____ RECORDS SHOWN
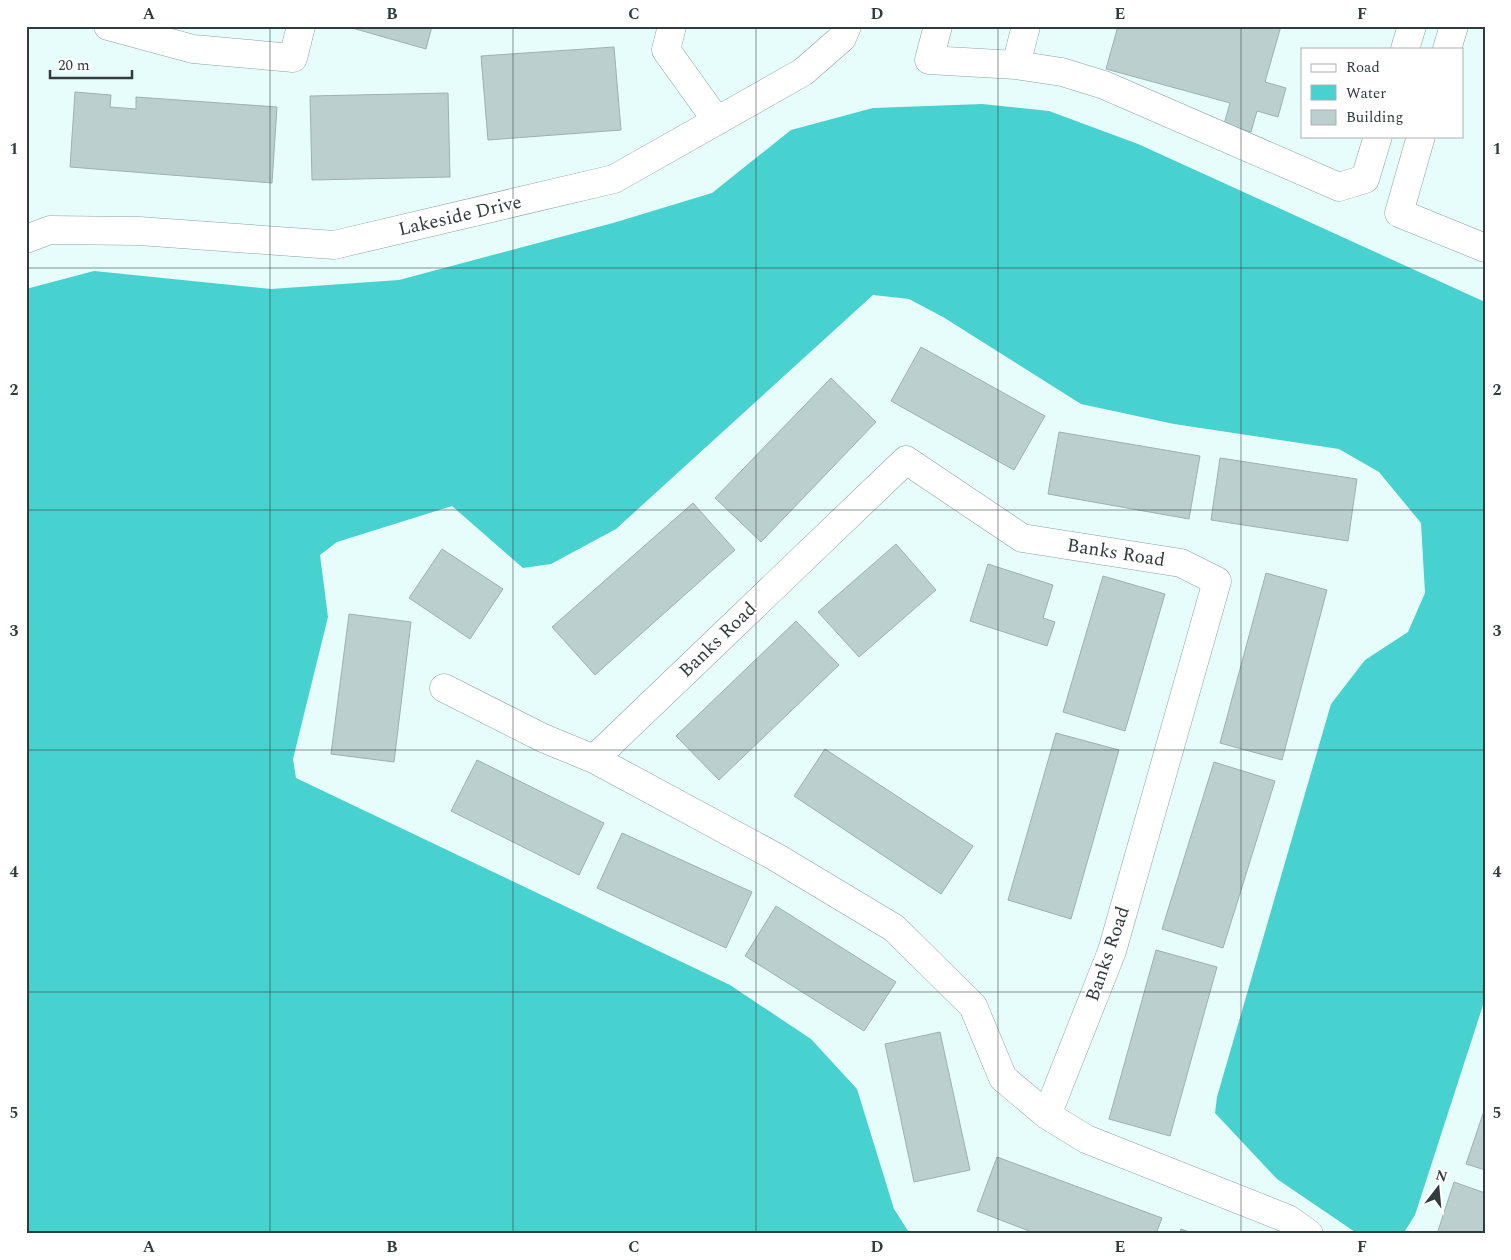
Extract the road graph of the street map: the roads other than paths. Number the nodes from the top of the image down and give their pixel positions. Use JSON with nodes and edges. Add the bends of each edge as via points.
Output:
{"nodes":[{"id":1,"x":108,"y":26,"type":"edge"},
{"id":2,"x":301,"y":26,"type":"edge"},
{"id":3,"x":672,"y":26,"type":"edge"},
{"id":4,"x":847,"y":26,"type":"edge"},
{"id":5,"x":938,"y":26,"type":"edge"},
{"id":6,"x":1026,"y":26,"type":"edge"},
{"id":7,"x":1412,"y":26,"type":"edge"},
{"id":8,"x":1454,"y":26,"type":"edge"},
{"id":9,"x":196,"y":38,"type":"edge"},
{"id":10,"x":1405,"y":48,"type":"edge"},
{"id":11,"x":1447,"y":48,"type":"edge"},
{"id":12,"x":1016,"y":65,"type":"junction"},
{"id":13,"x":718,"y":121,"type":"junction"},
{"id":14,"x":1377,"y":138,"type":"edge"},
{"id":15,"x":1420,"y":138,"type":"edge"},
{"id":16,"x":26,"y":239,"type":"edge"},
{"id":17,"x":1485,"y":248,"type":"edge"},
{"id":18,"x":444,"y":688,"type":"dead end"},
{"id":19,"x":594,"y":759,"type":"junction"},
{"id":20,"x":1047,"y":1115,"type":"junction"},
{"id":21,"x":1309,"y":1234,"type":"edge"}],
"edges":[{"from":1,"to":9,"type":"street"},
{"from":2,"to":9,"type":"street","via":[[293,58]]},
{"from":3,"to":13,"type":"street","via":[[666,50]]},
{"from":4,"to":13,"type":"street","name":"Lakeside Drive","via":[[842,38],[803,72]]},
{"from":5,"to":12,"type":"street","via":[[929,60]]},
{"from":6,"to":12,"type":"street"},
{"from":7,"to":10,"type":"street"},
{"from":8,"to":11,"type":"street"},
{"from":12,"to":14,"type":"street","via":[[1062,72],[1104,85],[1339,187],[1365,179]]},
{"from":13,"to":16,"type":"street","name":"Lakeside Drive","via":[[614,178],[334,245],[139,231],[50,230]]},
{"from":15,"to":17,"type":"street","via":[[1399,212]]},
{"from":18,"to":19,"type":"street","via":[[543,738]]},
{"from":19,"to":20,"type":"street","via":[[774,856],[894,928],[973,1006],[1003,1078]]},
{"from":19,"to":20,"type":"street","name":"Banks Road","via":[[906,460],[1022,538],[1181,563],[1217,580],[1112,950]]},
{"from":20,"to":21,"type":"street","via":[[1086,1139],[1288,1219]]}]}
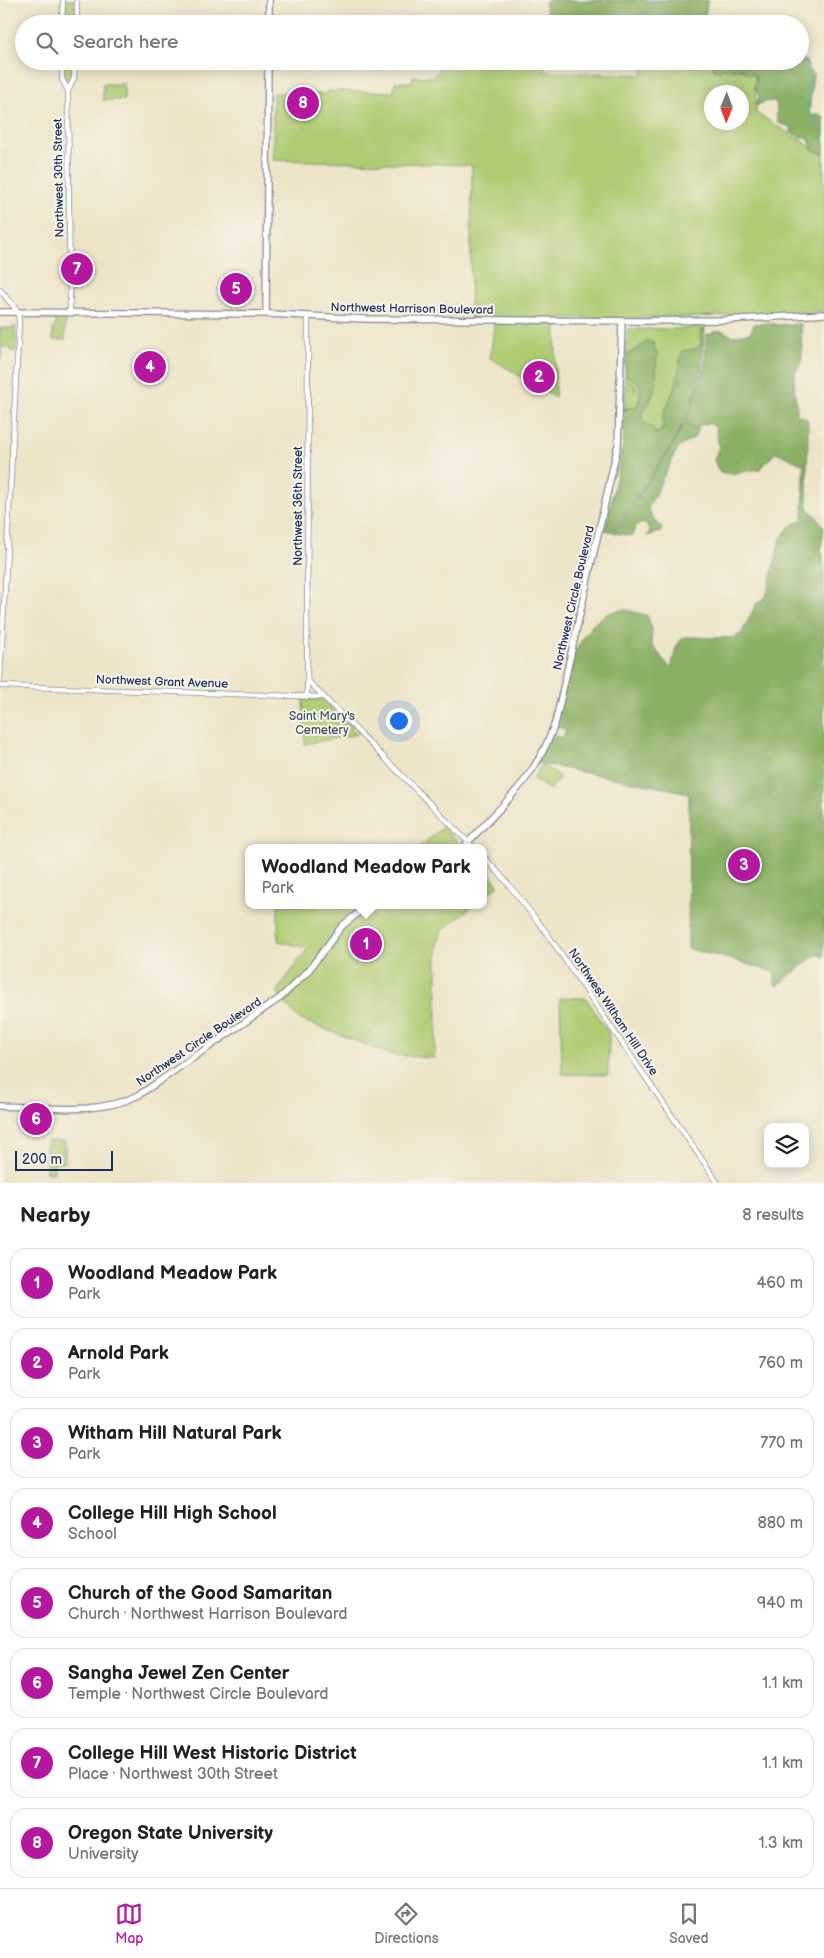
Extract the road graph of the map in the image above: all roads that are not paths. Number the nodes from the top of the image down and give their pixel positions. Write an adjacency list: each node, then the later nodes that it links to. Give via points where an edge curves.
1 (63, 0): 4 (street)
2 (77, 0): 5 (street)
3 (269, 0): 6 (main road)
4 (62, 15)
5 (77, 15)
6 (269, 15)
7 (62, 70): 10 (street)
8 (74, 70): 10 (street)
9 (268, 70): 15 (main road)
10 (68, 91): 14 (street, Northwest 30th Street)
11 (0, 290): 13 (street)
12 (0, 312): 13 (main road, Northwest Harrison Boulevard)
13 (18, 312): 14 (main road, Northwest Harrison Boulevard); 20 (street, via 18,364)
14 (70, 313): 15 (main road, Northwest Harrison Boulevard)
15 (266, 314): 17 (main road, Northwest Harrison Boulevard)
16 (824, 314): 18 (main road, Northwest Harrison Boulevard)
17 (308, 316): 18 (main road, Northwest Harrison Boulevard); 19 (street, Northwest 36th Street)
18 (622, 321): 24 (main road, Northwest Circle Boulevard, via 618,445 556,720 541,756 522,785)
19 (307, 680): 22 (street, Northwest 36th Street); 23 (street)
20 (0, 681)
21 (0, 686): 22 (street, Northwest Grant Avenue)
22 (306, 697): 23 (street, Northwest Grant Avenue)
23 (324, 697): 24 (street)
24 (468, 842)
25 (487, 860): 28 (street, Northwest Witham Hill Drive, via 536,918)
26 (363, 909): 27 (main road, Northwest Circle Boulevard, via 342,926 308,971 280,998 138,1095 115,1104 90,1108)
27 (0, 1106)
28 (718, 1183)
________
▶ [ASSIGNED TASK]:
Count the lines in the entries above that hold the string "Harrison", and give that count without any other text.

▶ [REPLY TO THE EXERCISE]:
6